_What you are asked to do_.
With the images removed, write out every line below exactly.

_Records from a collection_.
□ □ □ □
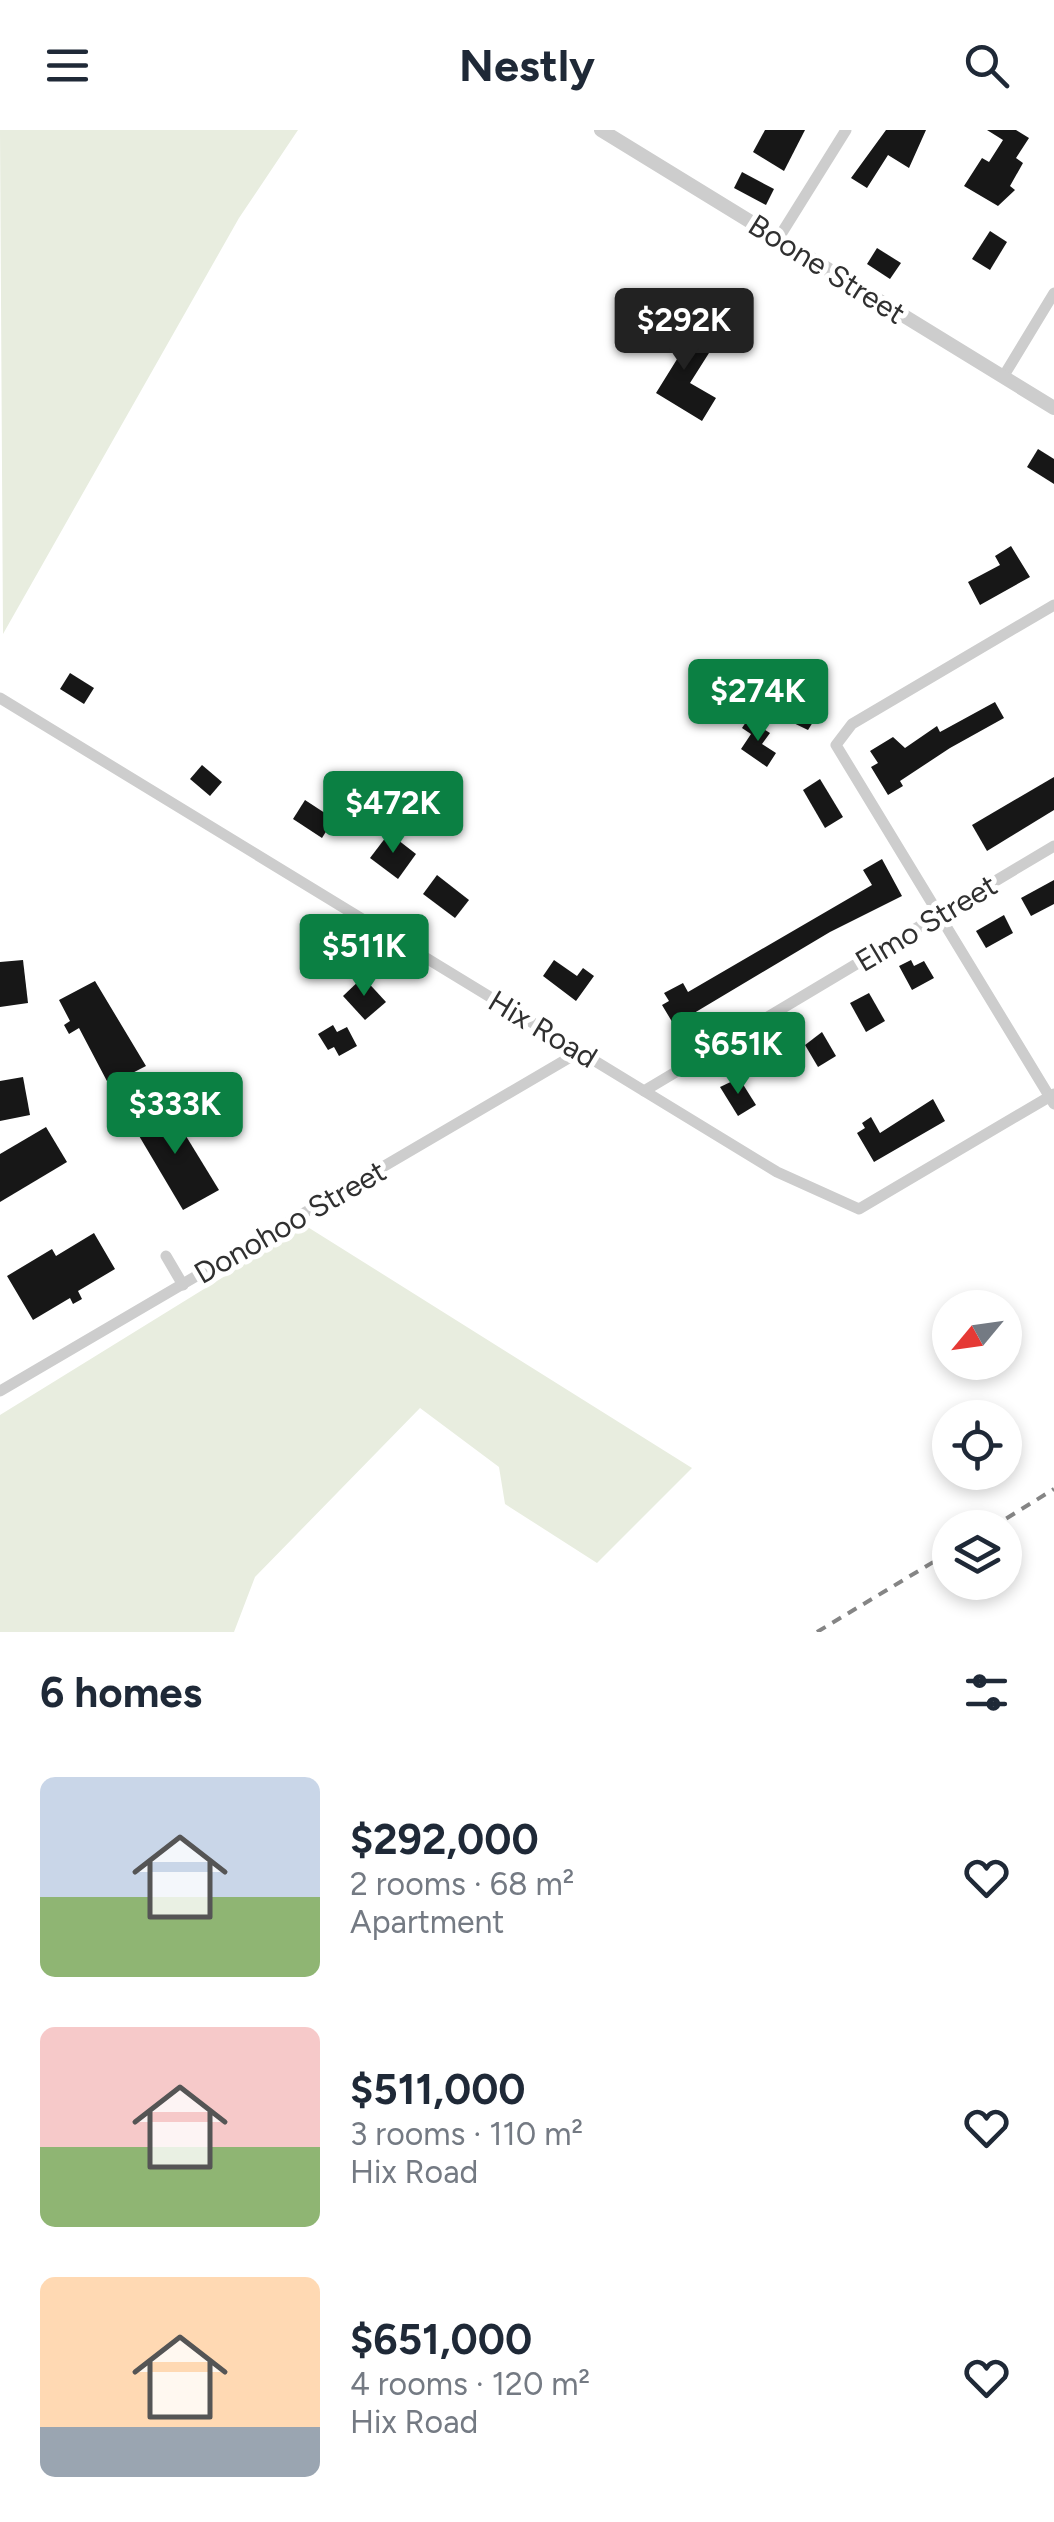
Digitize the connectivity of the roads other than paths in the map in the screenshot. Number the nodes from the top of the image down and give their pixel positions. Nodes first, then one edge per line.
1 (601, 130) edge
2 (846, 130) edge
3 (778, 240) junction
4 (1054, 293) edge
5 (1003, 377) junction
6 (1054, 408) edge
7 (1054, 605) edge
8 (0, 698) edge
9 (1054, 846) edge
10 (940, 914) junction
11 (579, 1052) junction
12 (644, 1091) junction
13 (1053, 1098) edge
14 (166, 1256) dead end
15 (183, 1284) junction
16 (0, 1392) edge

1 - 3 street, Boone Street
2 - 3 street
3 - 5 street, Boone Street
4 - 5 street
5 - 6 street, Boone Street
7 - 10 street
8 - 11 street, Hix Road
9 - 10 street, Elmo Street
10 - 12 street, Elmo Street
10 - 13 street
11 - 12 street, Hix Road
11 - 15 street, Donohoo Street
12 - 13 street, Hix Road
14 - 15 street
15 - 16 street, Donohoo Street

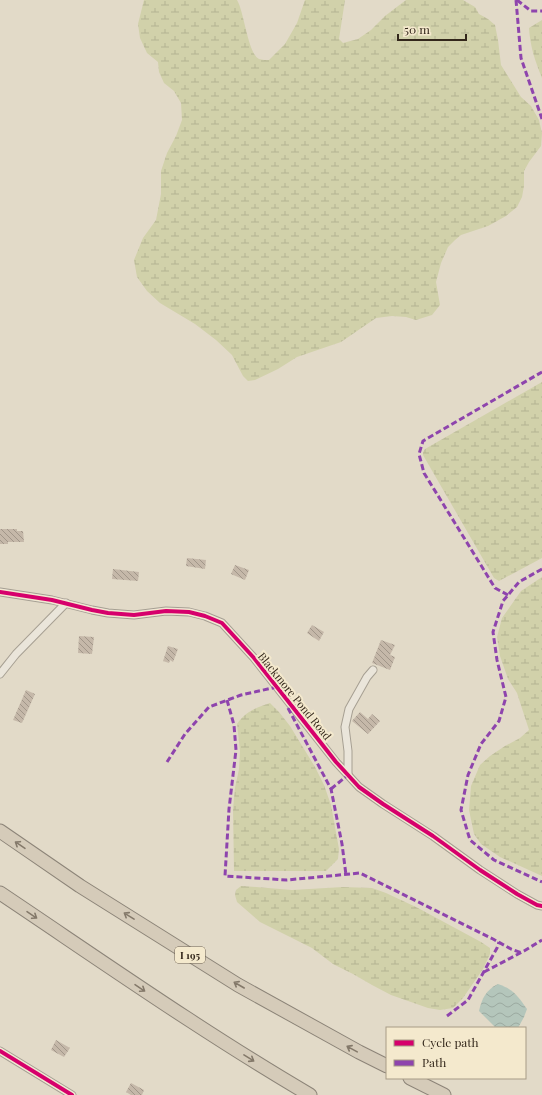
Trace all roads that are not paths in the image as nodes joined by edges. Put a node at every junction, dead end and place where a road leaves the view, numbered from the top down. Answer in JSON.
{"nodes":[{"id":1,"x":0,"y":592,"type":"edge"},
{"id":2,"x":66,"y":604,"type":"junction"},
{"id":3,"x":372,"y":670,"type":"dead end"},
{"id":4,"x":0,"y":674,"type":"edge"},
{"id":5,"x":348,"y":775,"type":"junction"},
{"id":6,"x":0,"y":832,"type":"edge"},
{"id":7,"x":0,"y":893,"type":"edge"},
{"id":8,"x":542,"y":906,"type":"edge"},
{"id":9,"x":0,"y":1051,"type":"edge"},
{"id":10,"x":386,"y":1066,"type":"edge"},
{"id":11,"x":412,"y":1079,"type":"edge"},
{"id":12,"x":68,"y":1093,"type":"edge"},
{"id":13,"x":56,"y":1095,"type":"edge"},
{"id":14,"x":310,"y":1095,"type":"edge"},
{"id":15,"x":444,"y":1095,"type":"edge"}],
"edges":[{"from":1,"to":2,"type":"street","name":"Blackmore Pond Road"},
{"from":2,"to":4,"type":"street"},
{"from":2,"to":5,"type":"street","name":"Blackmore Pond Road"},
{"from":3,"to":5,"type":"street"},
{"from":5,"to":8,"type":"street","name":"Blackmore Pond Road"},
{"from":10,"to":6,"type":"highway","number":"I 195","one_way":true},
{"from":7,"to":14,"type":"highway","one_way":true},
{"from":9,"to":12,"type":"street"},
{"from":11,"to":15,"type":"highway"},
{"from":12,"to":13,"type":"street"}]}
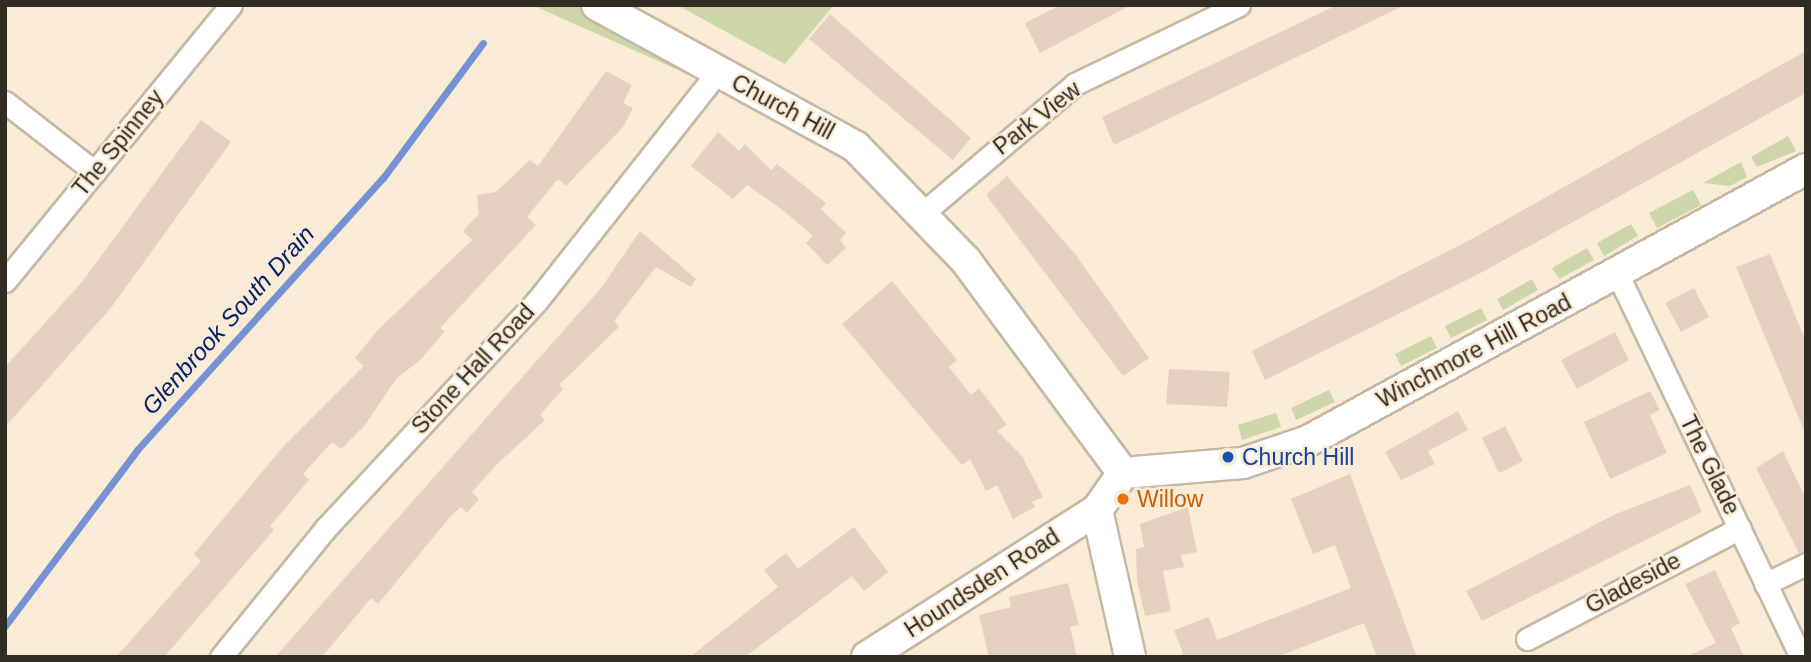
□ □ □ □
_Response_.
Digitize the connectivity of the roads other than paths in the map in the screenshot. Number the nodes from the top of the image down and give their pixel positions. Nodes first, then one edge per line.
1 (601, 130) edge
2 (846, 130) edge
3 (778, 240) junction
4 (1054, 293) edge
5 (1003, 377) junction
6 (1054, 408) edge
7 (1054, 605) edge
8 (0, 698) edge
9 (1054, 846) edge
10 (940, 914) junction
11 (579, 1052) junction
12 (644, 1091) junction
13 (1053, 1098) edge
14 (166, 1256) dead end
15 (183, 1284) junction
16 (0, 1392) edge

1 - 3 street, Boone Street
2 - 3 street
3 - 5 street, Boone Street
4 - 5 street
5 - 6 street, Boone Street
7 - 10 street
8 - 11 street, Hix Road
9 - 10 street, Elmo Street
10 - 12 street, Elmo Street
10 - 13 street
11 - 12 street, Hix Road
11 - 15 street, Donohoo Street
12 - 13 street, Hix Road
14 - 15 street
15 - 16 street, Donohoo Street

Trace all roads that are not paths in the image as nodes joined by edges. Put a node at every junction, dead end and place where a road leaves the view, numbered from the top down. Answer in JSON.
{"nodes":[{"id":1,"x":0,"y":592,"type":"edge"},
{"id":2,"x":66,"y":604,"type":"junction"},
{"id":3,"x":372,"y":670,"type":"dead end"},
{"id":4,"x":0,"y":674,"type":"edge"},
{"id":5,"x":348,"y":775,"type":"junction"},
{"id":6,"x":0,"y":832,"type":"edge"},
{"id":7,"x":0,"y":893,"type":"edge"},
{"id":8,"x":542,"y":906,"type":"edge"},
{"id":9,"x":0,"y":1051,"type":"edge"},
{"id":10,"x":386,"y":1066,"type":"edge"},
{"id":11,"x":412,"y":1079,"type":"edge"},
{"id":12,"x":68,"y":1093,"type":"edge"},
{"id":13,"x":56,"y":1095,"type":"edge"},
{"id":14,"x":310,"y":1095,"type":"edge"},
{"id":15,"x":444,"y":1095,"type":"edge"}],
"edges":[{"from":1,"to":2,"type":"street","name":"Blackmore Pond Road"},
{"from":2,"to":4,"type":"street"},
{"from":2,"to":5,"type":"street","name":"Blackmore Pond Road"},
{"from":3,"to":5,"type":"street"},
{"from":5,"to":8,"type":"street","name":"Blackmore Pond Road"},
{"from":10,"to":6,"type":"highway","number":"I 195","one_way":true},
{"from":7,"to":14,"type":"highway","one_way":true},
{"from":9,"to":12,"type":"street"},
{"from":11,"to":15,"type":"highway"},
{"from":12,"to":13,"type":"street"}]}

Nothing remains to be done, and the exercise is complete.